In our case, $\mathcal S$ is $\sigma(X)$; $\mathcal G$ is $\sigma(Y)$; $\sigma(Y), \sigma(X) \subseteq \mathcal{F}$.
For (ii), it suffice to check the definition of a probability measure, and indeed it is.
For (i) $P(X \in A \mid \sigma(Y))$ is $\mathbb{E}(I_{X^{-1}(A)} \mid \sigma(Y))$. For $B \in \sigma(Y)$, and $P(B) < 1$, $$\int_B I_{X^{-1}(A)} dP = P(X^{-1}(A) \cap B)$$. $$\int_B\mu (Y(\omega) , A)dP = \int_B \frac {\int_A f(x,Y(\omega)) dx}{\int f(x,Y(\omega)) dx}dP = \frac{P(X^{-1}(A) \cap B)}{P(B)} > \int_B I_{X^{-1}(A)} dP = \int_B \Bbb E({I_{X^{-1}(A)} \mid \sigma(Y))} dP$$
The claimed equality $$\int_B \frac {\int_A f(x,Y(\omega)) dx}{\int f(x,Y(\omega)) dx}dP = \frac{P(X^{-1}(A) \cap B)}{P(B)} \qquad (*) $$ is not true. The right side is equal to $$\frac {\int_B \int_A f(x,Y(\omega)) dx\,dP}{\int_B \int f(x,Y(\omega)) dx\,dP}$$ but of course it is not in general true that $\int (u/v) = \int u / \int v$.
To prove the correct statement, first recall that $B \in \sigma(Y)$ iff $B = Y^{-1}(C)$ for some $C \in \mathcal{S}$ (easy exercise from the definitions). Also, by definition of density function, for every measurable $F : \mathbb{R} \to \mathbb{R}$, we have $E[F(Y)] = \int F(Y(\omega))\,dP = \iint_{\mathbb{R}^2} F(y)f(x,y)\,dx\,dy$.

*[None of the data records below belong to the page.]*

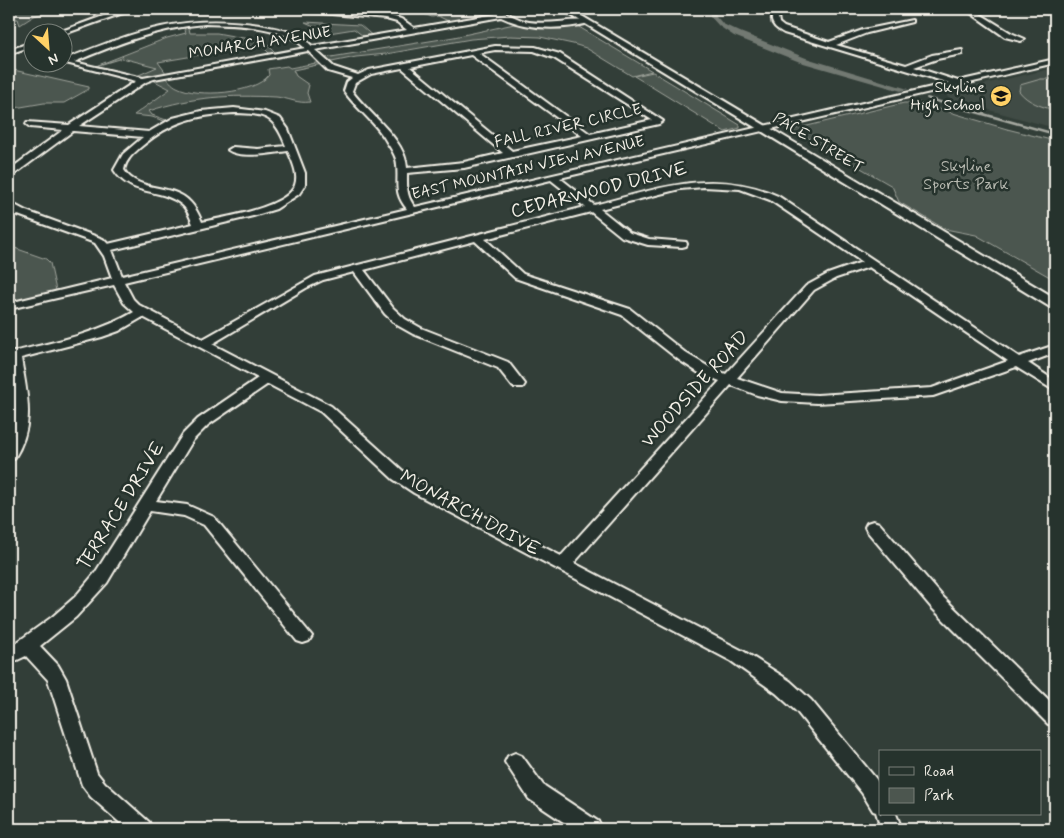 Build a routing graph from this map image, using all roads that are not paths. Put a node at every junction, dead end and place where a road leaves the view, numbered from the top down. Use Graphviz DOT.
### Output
graph roads {
  1 [pos="137,9"];
  2 [pos="300,9"];
  3 [pos="492,9"];
  4 [pos="565,9"];
  5 [pos="789,9"];
  6 [pos="968,9"];
  7 [pos="1044,9"];
  8 [pos="501,15"];
  9 [pos="1055,16"];
  10 [pos="73,21"];
  11 [pos="910,21"];
  12 [pos="587,22"];
  13 [pos="86,24"];
  14 [pos="72,29"];
  15 [pos="413,32"];
  16 [pos="1021,39"];
  17 [pos="829,45"];
  18 [pos="22,47"];
  19 [pos="309,49"];
  20 [pos="10,51"];
  21 [pos="472,52"];
  22 [pos="959,52"];
  23 [pos="72,59"];
  24 [pos="1055,61"];
  25 [pos="72,64"];
  26 [pos="403,64"];
  27 [pos="212,65"];
  28 [pos="905,68"];
  29 [pos="220,75"];
  30 [pos="356,77"];
  31 [pos="143,80"];
  32 [pos="958,83"];
  33 [pos="30,124"];
  34 [pos="72,127"];
  35 [pos="762,128"];
  36 [pos="150,135"];
  37 [pos="588,137"];
  38 [pos="290,148"];
  39 [pos="233,150"];
  40 [pos="512,155"];
  41 [pos="402,171"];
  42 [pos="9,174"];
  43 [pos="553,177"];
  44 [pos="9,206"];
  45 [pos="592,209"];
  46 [pos="413,210"];
  47 [pos="199,226"];
  48 [pos="478,238"];
  49 [pos="682,244"];
  50 [pos="106,248"];
  51 [pos="870,263"];
  52 [pos="358,269"];
  53 [pos="117,281"];
  54 [pos="1055,304"];
  55 [pos="9,306"];
  56 [pos="142,313"];
  57 [pos="203,344"];
  58 [pos="1055,348"];
  59 [pos="11,357"];
  60 [pos="1018,362"];
  61 [pos="267,378"];
  62 [pos="728,380"];
  63 [pos="518,384"];
  64 [pos="1055,387"];
  65 [pos="9,456"];
  66 [pos="145,505"];
  67 [pos="873,527"];
  68 [pos="564,564"];
  69 [pos="303,636"];
  70 [pos="28,646"];
  71 [pos="9,657"];
  72 [pos="1055,718"];
  73 [pos="515,762"];
  74 [pos="879,802"];
  75 [pos="886,816"];
  76 [pos="142,829"];
  77 [pos="592,829"];
  78 [pos="892,829"];
  1 -- 13 [label="street"];
  2 -- 15 [label="street"];
  3 -- 8 [label="street"];
  4 -- 12 [label="main road, PACE STREET"];
  5 -- 17 [label="street"];
  6 -- 16 [label="street"];
  7 -- 9 [label="street"];
  8 -- 12 [label="street"];
  8 -- 15 [label="street, MONARCH AVENUE"];
  10 -- 13 [label="street"];
  11 -- 17 [label="street"];
  12 -- 35 [label="main road, PACE STREET"];
  13 -- 14 [label="street"];
  15 -- 19 [label="street, MONARCH AVENUE"];
  17 -- 28 [label="street"];
  18 -- 20 [label="street"];
  19 -- 23 [label="street"];
  19 -- 27 [label="street, MONARCH AVENUE"];
  19 -- 30 [label="street"];
  21 -- 26 [label="street, FALL RIVER CIRCLE"];
  21 -- 37 [label="street"];
  21 -- 37 [label="street, FALL RIVER CIRCLE"];
  22 -- 28 [label="street"];
  24 -- 32 [label="street, EAST MOUNTAIN VIEW AVENUE"];
  25 -- 31 [label="street"];
  26 -- 30 [label="street, FALL RIVER CIRCLE"];
  26 -- 40 [label="street"];
  27 -- 29 [label="street"];
  27 -- 31 [label="street, MONARCH AVENUE"];
  28 -- 32 [label="street"];
  30 -- 41 [label="street"];
  31 -- 34 [label="street"];
  32 -- 35 [label="street, EAST MOUNTAIN VIEW AVENUE"];
  33 -- 34 [label="street"];
  34 -- 36 [label="street"];
  34 -- 42 [label="street"];
  35 -- 43 [label="street, EAST MOUNTAIN VIEW AVENUE"];
  35 -- 54 [label="main road, PACE STREET"];
  36 -- 38 [label="street"];
  36 -- 47 [label="street"];
  37 -- 40 [label="street, FALL RIVER CIRCLE"];
  38 -- 39 [label="street"];
  38 -- 47 [label="street"];
  40 -- 41 [label="street, FALL RIVER CIRCLE"];
  41 -- 46 [label="street"];
  43 -- 45 [label="street"];
  43 -- 46 [label="street, EAST MOUNTAIN VIEW AVENUE"];
  44 -- 50 [label="street"];
  45 -- 48 [label="street, CEDARWOOD DRIVE"];
  45 -- 49 [label="street"];
  45 -- 51 [label="street, CEDARWOOD DRIVE"];
  46 -- 53 [label="street, EAST MOUNTAIN VIEW AVENUE"];
  47 -- 50 [label="street"];
  48 -- 52 [label="street, CEDARWOOD DRIVE"];
  48 -- 62 [label="street"];
  50 -- 53 [label="street, MONARCH DRIVE"];
  51 -- 60 [label="street, CEDARWOOD DRIVE"];
  51 -- 62 [label="street, WOODSIDE ROAD"];
  52 -- 57 [label="street, CEDARWOOD DRIVE"];
  52 -- 63 [label="street"];
  53 -- 55 [label="street, EAST MOUNTAIN VIEW AVENUE"];
  53 -- 56 [label="street, MONARCH DRIVE"];
  56 -- 57 [label="street, MONARCH DRIVE"];
  56 -- 59 [label="street"];
  57 -- 61 [label="street, MONARCH DRIVE"];
  58 -- 60 [label="street"];
  59 -- 65 [label="street"];
  60 -- 62 [label="street"];
  60 -- 64 [label="street, CEDARWOOD DRIVE"];
  61 -- 66 [label="street, TERRACE DRIVE"];
  61 -- 68 [label="street, MONARCH DRIVE"];
  62 -- 68 [label="street, WOODSIDE ROAD"];
  66 -- 69 [label="street"];
  66 -- 70 [label="street, TERRACE DRIVE"];
  67 -- 72 [label="street"];
  68 -- 74 [label="street, MONARCH DRIVE"];
  70 -- 71 [label="street, TERRACE DRIVE"];
  70 -- 76 [label="street"];
  73 -- 77 [label="street"];
  75 -- 78 [label="street"];
}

So let $B = Y^{-1}(C) \in \sigma(Y)$ be arbitrary, and take $$F(y) = 1_C(y) \frac{\int_A f(\xi,y)\,d\xi}{\int f(\xi,y)\,d\xi}$$ so that the left side of (*) is $E[F(Y)]$. (I changed the dummy variables from $x$ to $\xi$ to avoid confusion below.) Then as we just claimed, and using Fubini's theorem, $$\require{cancel}\begin{align*} E[F(Y)] &= \iint_{\mathbb{R^2}} F(y) f(x,y)\,dx\,dy \\ &= \int_{\mathbb{R}} F(y) \left(\int_{\mathbb{R}} f(x,y)\,dx\right) \,dy \\ &= \int_{\mathbb{R}} 1_C(y) \frac{\int_A f(\xi,y)\,d\xi}{\cancel{\int f(\xi,y)\,d\xi}} \cancel{\left(\int_{\mathbb{R}} f(x,y)\,dx\right)} \,dy \\ &= \int_{\mathbb{R}} \int_{\mathbb{R}} 1_C(y) 1_A(\xi) f(\xi,y)\,d\xi\,dy \\ &= E[1_C(Y) 1_A(X)] = P(Y^{-1}(C) \cap X^{-1}(A) = P(B \cap X^{-1}(A)). \end{align*}$$ Note the cancellation is legitimate because we assume $f > 0$ and hence $\int f(\xi, y)\,d\xi > 0$ for every $y$.